No curta Barco de tolos (Ship of fools, 2024), a diretora libanesa Alia Haju compartilha algumas de suas conversas com Abu Samra, um homem que ela conheceu no Líbano e que treina intensamente pelas ruas de Beirute para ser uma espécie de super-homem.
Mas antes disso, Alia nos conta um pouco da sua história de uma maneira muito interessante tanto em termos narrativos quanto visuais. O curta mistura filmagens feitas especificamente para ele com outras mais antigas, da infância e de seus anos de faculdade, além de usar a animação para contar aquilo que não foi registrado e também o que não pode ser visto. Alia nasceu no Líbano e viveu ali parte de sua infância, até seus pais decidirem sair do país por conta da guerra com Israel. Mais tarde, Alia volta para fazer faculdade em Beirute e começa a trabalhar como jornalista. Alia mostra diversas filmagens desse período, misturados com questionamentos, reações, medos e ansiedades de jovens vivendo em uma cidade em conflito armado.
Quando conhece Abu Samra, há toda uma outra perspectiva sobre a vida vindo desse homem mais velho que busca uma super-força e uma super-resistência contra tudo que possa atingi-lo. Como sobreviver? Como ser forte? Como aprender a continuar quando tudo ao redor parece desmoronar sem nenhuma perspectiva de melhora? Enquanto aprende e conversa com Abu, Alia vai tecendo suas próprias reflexões de uma forma muito sincera e genuína, buscando compreender como lidar com os monstros que carrega dentro de si e aqueles que observa ao seu redor. A animação aparece novamente para representar esses monstros invisíveis que, apesar disso, são constantemente presentes.

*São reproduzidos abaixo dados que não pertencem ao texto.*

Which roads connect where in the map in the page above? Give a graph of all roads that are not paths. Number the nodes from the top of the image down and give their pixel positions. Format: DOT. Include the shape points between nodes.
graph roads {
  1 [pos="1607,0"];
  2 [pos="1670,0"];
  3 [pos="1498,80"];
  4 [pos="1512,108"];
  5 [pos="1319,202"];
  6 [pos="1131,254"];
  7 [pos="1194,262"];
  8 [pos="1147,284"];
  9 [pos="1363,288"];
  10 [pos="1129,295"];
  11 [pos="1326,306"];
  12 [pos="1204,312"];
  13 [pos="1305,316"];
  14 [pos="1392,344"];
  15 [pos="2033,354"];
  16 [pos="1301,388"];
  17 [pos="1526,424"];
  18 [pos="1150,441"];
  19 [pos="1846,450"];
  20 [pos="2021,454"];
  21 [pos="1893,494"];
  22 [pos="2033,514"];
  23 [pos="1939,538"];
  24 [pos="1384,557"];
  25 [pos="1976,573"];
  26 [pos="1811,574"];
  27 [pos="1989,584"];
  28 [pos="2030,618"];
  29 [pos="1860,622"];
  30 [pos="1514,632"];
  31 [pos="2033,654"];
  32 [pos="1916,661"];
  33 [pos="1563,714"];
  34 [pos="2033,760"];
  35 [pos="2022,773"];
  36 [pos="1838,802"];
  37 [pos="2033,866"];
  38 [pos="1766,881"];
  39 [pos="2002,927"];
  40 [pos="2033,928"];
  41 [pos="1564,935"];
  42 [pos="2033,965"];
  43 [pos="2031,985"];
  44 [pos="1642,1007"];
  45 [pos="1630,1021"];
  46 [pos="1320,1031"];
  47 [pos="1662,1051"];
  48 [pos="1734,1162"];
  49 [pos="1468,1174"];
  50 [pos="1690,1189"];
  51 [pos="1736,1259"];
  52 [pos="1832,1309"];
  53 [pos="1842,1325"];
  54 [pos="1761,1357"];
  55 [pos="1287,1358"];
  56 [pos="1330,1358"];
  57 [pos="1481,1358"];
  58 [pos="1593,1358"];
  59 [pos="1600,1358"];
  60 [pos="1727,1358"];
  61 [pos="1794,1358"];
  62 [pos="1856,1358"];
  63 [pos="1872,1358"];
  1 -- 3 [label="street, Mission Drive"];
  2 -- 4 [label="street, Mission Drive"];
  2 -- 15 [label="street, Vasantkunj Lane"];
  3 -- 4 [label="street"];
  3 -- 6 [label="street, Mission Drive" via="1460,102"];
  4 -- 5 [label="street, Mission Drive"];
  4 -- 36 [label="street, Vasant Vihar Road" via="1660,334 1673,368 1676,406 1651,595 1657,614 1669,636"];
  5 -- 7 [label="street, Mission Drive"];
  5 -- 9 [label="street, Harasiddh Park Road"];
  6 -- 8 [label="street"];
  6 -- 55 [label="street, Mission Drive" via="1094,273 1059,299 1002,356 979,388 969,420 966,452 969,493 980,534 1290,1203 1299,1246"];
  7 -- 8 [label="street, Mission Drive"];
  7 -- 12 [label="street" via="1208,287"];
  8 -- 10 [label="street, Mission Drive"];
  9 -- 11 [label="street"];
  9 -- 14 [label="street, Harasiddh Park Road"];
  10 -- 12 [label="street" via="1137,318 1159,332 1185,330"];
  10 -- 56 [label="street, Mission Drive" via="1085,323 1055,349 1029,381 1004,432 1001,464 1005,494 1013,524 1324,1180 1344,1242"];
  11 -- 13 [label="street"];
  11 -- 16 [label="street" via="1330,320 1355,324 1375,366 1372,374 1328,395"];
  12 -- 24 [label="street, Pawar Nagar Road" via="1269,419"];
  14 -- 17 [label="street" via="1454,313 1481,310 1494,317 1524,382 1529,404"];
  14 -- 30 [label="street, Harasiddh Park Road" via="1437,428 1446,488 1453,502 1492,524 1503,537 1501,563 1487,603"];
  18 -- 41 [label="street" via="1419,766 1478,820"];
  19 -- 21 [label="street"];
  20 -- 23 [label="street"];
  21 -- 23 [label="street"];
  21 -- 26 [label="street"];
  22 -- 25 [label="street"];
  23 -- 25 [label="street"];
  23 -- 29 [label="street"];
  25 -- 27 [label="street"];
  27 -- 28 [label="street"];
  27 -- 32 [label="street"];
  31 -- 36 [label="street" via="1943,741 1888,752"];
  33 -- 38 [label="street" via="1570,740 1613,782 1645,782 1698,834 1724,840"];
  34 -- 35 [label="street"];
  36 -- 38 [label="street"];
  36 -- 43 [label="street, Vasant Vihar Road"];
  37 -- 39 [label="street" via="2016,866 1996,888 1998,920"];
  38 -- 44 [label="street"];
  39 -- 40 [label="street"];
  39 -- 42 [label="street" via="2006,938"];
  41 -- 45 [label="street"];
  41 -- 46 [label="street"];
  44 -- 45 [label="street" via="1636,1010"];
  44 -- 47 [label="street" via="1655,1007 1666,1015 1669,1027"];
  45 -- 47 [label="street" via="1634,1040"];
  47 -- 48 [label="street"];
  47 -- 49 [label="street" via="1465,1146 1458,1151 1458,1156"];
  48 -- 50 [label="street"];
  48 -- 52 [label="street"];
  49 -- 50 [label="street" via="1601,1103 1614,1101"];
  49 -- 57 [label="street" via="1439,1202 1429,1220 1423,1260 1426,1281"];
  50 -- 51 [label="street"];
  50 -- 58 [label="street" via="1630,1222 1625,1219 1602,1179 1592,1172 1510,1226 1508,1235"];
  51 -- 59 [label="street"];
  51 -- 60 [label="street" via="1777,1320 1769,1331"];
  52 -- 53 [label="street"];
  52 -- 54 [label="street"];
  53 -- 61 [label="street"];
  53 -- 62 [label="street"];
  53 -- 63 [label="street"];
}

Foi um dos curtas mais instigantes e interessantes que eu vi nas mostras competitivas do Olhar de Cinema deste ano. É um questionamento sobre o que nos mantém de pé, sobre como resistir e cuidar de si para também poder cuidar dos outros. É sobre o que gostaríamos que fosse, mas também um olhar sem rodeios para o que é. Alia usa uma linguagem altamente relacionável que faz a gente se envolver na história e senti-la junto com ela. Ao mesmo tempo que aborda assuntos muito complexos e que estão o tempo todo aparecendo nas ruas por onde eles passam, há também uma leveza nas conversas e nessa tentativa de encontrar uma luz em meio ao caos, uma forma de continuar em meio a tanta incerteza. É um curta bonito, tocante, divertido e visualmente incrível, um dos meus favoritos dessa edição.
Assistido no 14º Olhar de Cinema - Festival Internacional de Cinema de Curitiba.